I always had it in mind to paint it as it was the white version, but it definitely has to be painted as it is a hideous cream colour and the case has some kind of acid etching, like it has been cleaned with something not suitable for plastic. Internally it looks ok. There is some wierd powdery stuff which I suspect is dried cleaning solution which has dripped through the holes in the top, which probably caused a short when they switched it on. It looks like it might be a pod version, although supplied with a Double PF with basket but I'm not sure. I expect at the very least I'll need a new gasket and possibly need to convert the pod group.

So could any of the NS Oscar owners (or former owners) let me know where I might be able to source parts? And offer advice as to how to find out if it is indeed a pod version?

Many Thanks.


----------



## shrink (Nov 12, 2012)

good luck with this one.. it'll be a great machine once you get it back on its feet.


----------



## tribs (Feb 21, 2012)

For the paint, I was originaly thinking of using plasti-dip, but I doubt it would hold up to the temperature. My next thought is Plasti-Kote Enamel paint. Anyone have any advice?

Cheers


----------



## shrink (Nov 12, 2012)

hmm wouldnt be too sure on plastidip. the outside of the oscar doesnt get THAT hot.

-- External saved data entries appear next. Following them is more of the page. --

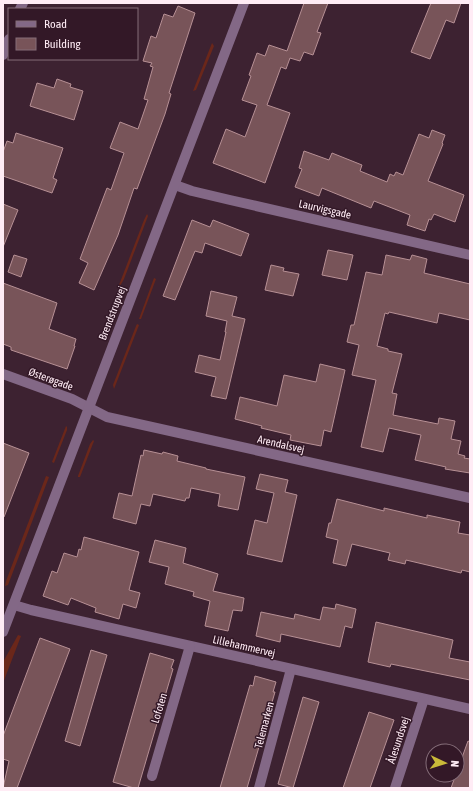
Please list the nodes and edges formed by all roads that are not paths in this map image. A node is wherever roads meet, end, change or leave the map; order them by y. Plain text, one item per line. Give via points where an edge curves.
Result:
1 (244, 3) edge
2 (8, 42) edge
3 (3, 55) edge
4 (175, 185) junction
5 (470, 255) edge
6 (3, 374) edge
7 (89, 408) junction
8 (470, 498) edge
9 (14, 605) junction
10 (5, 621) edge
11 (3, 632) edge
12 (190, 646) junction
13 (292, 669) junction
14 (424, 699) junction
15 (470, 709) edge
16 (152, 776) dead end
17 (259, 788) edge
18 (394, 788) edge

1 - 4 street, Brendstrupvej
2 - 3 street
4 - 5 street, Laurvigsgade
4 - 7 street, Brendstrupvej
6 - 7 street, Østerøgade via 72,399
7 - 8 street, Arendalsvej via 107,417
7 - 9 street, Brendstrupvej
9 - 10 street, Brendstrupvej
9 - 12 street, Lillehammervej
10 - 11 street, Brendstrupvej
12 - 13 street, Lillehammervej
12 - 16 street, Lofoten
13 - 14 street, Lillehammervej
13 - 17 street, Telemarken
14 - 15 street, Lillehammervej
14 - 18 street, Ålesundsvej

and if plastidip can hold fast to the outside of a car mirror in the height of summer, i'm sure it can stand up to what you'll put it through


----------



## tribs (Feb 21, 2012)

Ok, some progress. I have removed most of the case and have started to remove the strange substance which is everywhere. The fuse was ok, so I was suspecting the control unit but have discovered the element is blown. Fortunately, I have found a relatively cheap source for parts, so it shouldn't cost too much to replace, although it's non-uk which isn't ideal.

I discovered I do have the pod kit, but I can get the diffuser and shower plate to convert.

Over the next couple of days I am going to test what I can of the rest of the parts and then order what I think I need. How can I test the pressure stat without the element? I might just order one anyway and then I have a spare.

If anyone else has an Oscar and needs any parts (including group seals) PM me and we can try to arrange something to save postage.

On the paint front, a colleague gave me a can of plasti-kote primer and super gloss in black. He actually had them in the office







Thing is I think I want to go chrome (effect) so I'm going to run some tests with the black and then get the chrome colour if it does the job.

I'll try and get some pics up soon too.


----------



## fatboyslim (Sep 29, 2011)

Ambitious! Make sure the element is rated for 230-240v?


----------



## tribs (Feb 21, 2012)

It's not a complex machine at all. In fact, it might actually be easier to work on than the classic. If this parts supplier works out and I can sort out the paint job, I am going to be really happy about owning, running and maintaining this machine. As long as it lives up to it's reputation for the quality of espresso, that is.

At a push, I can get parts from EspressoUnderground, who I hear good things about. Only the prices are over double this other supplier.


----------



## fatboyslim (Sep 29, 2011)

Yes Peter at Espresso Underground is a really nice guy and if you contact him inquiring about parts and say that you're from the forum or mention my username he may be able to offer you a discount.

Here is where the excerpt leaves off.